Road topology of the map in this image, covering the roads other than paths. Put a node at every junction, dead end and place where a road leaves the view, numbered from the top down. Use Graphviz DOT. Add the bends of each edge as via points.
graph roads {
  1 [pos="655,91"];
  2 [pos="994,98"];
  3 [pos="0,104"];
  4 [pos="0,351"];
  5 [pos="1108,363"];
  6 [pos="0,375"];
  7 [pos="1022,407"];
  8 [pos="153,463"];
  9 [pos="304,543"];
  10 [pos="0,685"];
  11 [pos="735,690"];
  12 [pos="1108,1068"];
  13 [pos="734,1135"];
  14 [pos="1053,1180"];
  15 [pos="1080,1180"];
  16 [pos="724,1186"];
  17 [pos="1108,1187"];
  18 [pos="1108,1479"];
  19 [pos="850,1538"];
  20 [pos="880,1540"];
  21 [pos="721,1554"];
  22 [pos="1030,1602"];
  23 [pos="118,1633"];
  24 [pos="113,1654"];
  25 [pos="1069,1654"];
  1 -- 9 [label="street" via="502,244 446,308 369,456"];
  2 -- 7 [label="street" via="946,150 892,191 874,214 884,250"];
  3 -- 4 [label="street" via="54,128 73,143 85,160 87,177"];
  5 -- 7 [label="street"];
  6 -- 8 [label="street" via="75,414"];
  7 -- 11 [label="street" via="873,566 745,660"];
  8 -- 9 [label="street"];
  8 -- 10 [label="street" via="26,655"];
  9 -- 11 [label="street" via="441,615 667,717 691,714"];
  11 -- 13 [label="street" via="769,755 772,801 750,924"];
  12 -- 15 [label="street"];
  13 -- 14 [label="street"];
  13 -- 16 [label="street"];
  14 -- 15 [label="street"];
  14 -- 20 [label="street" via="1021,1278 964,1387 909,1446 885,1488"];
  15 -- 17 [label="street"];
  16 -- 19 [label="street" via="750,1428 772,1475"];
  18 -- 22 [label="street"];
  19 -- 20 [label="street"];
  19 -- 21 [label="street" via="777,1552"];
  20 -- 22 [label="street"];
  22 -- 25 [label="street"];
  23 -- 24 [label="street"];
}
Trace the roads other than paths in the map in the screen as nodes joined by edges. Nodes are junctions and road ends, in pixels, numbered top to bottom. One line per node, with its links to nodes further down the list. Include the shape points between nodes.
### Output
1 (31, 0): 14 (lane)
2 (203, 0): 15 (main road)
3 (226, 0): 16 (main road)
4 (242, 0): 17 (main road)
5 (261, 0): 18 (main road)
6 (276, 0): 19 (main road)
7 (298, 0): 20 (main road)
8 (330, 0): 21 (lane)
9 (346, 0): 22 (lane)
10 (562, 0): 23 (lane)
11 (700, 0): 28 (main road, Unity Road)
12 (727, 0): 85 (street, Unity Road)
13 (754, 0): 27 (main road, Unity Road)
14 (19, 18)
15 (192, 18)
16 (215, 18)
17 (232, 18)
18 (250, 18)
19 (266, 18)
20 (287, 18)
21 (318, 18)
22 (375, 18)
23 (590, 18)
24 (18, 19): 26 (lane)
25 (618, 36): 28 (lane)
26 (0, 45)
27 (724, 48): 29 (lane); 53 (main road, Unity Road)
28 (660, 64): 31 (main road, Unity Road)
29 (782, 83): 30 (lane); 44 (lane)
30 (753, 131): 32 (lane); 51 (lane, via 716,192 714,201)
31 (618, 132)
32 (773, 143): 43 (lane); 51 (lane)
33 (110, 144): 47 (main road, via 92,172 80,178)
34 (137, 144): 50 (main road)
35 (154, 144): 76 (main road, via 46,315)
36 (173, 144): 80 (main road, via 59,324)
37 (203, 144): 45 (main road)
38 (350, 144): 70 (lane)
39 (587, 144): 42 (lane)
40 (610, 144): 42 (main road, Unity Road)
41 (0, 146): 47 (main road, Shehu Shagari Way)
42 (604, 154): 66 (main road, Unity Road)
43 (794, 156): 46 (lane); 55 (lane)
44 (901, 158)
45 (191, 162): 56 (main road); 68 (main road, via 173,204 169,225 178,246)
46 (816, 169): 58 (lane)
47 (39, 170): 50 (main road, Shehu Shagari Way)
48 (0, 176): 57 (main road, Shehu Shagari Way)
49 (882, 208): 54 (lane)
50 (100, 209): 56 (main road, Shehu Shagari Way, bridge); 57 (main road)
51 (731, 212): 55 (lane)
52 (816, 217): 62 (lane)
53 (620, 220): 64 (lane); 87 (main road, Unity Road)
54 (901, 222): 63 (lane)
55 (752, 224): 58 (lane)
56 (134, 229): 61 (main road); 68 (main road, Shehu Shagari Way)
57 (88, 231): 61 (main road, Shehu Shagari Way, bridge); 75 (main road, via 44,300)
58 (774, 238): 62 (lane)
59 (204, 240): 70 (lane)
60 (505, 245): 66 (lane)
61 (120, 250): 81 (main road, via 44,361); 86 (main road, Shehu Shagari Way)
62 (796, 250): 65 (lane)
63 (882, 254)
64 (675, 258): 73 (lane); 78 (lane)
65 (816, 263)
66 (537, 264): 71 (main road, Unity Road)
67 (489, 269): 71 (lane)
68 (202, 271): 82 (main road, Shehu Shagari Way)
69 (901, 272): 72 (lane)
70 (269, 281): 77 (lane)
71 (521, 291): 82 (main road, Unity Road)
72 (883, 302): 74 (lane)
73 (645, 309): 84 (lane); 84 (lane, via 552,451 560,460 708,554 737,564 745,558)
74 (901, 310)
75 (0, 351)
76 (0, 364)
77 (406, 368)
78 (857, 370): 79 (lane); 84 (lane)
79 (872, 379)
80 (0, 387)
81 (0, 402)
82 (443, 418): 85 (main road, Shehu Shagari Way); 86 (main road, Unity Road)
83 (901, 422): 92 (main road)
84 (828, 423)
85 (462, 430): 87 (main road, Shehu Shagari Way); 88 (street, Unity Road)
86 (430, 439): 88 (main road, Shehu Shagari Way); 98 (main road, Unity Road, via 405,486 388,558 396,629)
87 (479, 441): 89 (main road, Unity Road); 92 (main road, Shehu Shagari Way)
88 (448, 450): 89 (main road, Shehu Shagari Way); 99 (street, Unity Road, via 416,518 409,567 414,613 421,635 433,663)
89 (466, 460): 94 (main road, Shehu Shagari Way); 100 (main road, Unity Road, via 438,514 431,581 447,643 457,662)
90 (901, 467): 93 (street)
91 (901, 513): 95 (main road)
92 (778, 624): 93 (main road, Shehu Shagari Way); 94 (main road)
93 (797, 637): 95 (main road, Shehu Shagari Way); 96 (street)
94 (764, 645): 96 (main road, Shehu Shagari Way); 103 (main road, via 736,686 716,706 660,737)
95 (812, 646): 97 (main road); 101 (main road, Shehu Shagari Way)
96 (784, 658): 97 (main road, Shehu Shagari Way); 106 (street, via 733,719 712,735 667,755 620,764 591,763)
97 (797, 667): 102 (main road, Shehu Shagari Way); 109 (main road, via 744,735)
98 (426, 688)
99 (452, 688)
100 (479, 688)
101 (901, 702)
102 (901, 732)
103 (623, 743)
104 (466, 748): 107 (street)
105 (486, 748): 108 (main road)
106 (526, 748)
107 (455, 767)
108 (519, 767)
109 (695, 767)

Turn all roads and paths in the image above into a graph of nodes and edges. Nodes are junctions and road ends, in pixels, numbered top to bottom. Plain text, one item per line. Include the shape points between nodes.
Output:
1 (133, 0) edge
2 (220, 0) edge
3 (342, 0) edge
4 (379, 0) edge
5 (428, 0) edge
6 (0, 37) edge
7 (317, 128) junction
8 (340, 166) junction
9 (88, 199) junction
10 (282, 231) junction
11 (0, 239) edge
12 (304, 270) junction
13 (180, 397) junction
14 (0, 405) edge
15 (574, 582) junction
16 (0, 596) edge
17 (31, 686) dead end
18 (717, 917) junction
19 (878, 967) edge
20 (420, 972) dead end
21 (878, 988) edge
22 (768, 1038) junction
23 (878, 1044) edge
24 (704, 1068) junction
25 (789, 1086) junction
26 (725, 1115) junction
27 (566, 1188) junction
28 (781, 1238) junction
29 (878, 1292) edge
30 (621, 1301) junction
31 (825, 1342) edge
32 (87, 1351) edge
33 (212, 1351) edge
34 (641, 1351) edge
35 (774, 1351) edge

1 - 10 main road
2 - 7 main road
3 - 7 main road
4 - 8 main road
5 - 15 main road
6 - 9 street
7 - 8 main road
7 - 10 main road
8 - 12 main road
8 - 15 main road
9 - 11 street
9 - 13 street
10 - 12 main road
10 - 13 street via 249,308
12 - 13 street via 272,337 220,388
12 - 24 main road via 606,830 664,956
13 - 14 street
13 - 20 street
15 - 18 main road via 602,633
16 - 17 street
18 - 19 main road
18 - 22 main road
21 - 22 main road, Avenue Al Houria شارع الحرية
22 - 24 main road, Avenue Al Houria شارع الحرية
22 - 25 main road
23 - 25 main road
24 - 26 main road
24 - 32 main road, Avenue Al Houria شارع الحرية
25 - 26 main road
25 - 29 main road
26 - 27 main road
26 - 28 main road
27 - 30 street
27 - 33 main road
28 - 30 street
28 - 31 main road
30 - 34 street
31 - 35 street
◇ ◇ ◇ ◇ ◇ ◇ ◇
Work instruction
Scan the records above and show every line in which the word "junctions" occurs.

Written solution
Trace the roads other than paths in the map in the screen as nodes joined by edges. Nodes are junctions and road ends, in pixels, numbered top to bottom. One line per node, with its links to nodes further down the list. Include the shape points between nodes.
Turn all roads and paths in the image above into a graph of nodes and edges. Nodes are junctions and road ends, in pixels, numbered top to bottom. Plain text, one item per line. Include the shape points between nodes.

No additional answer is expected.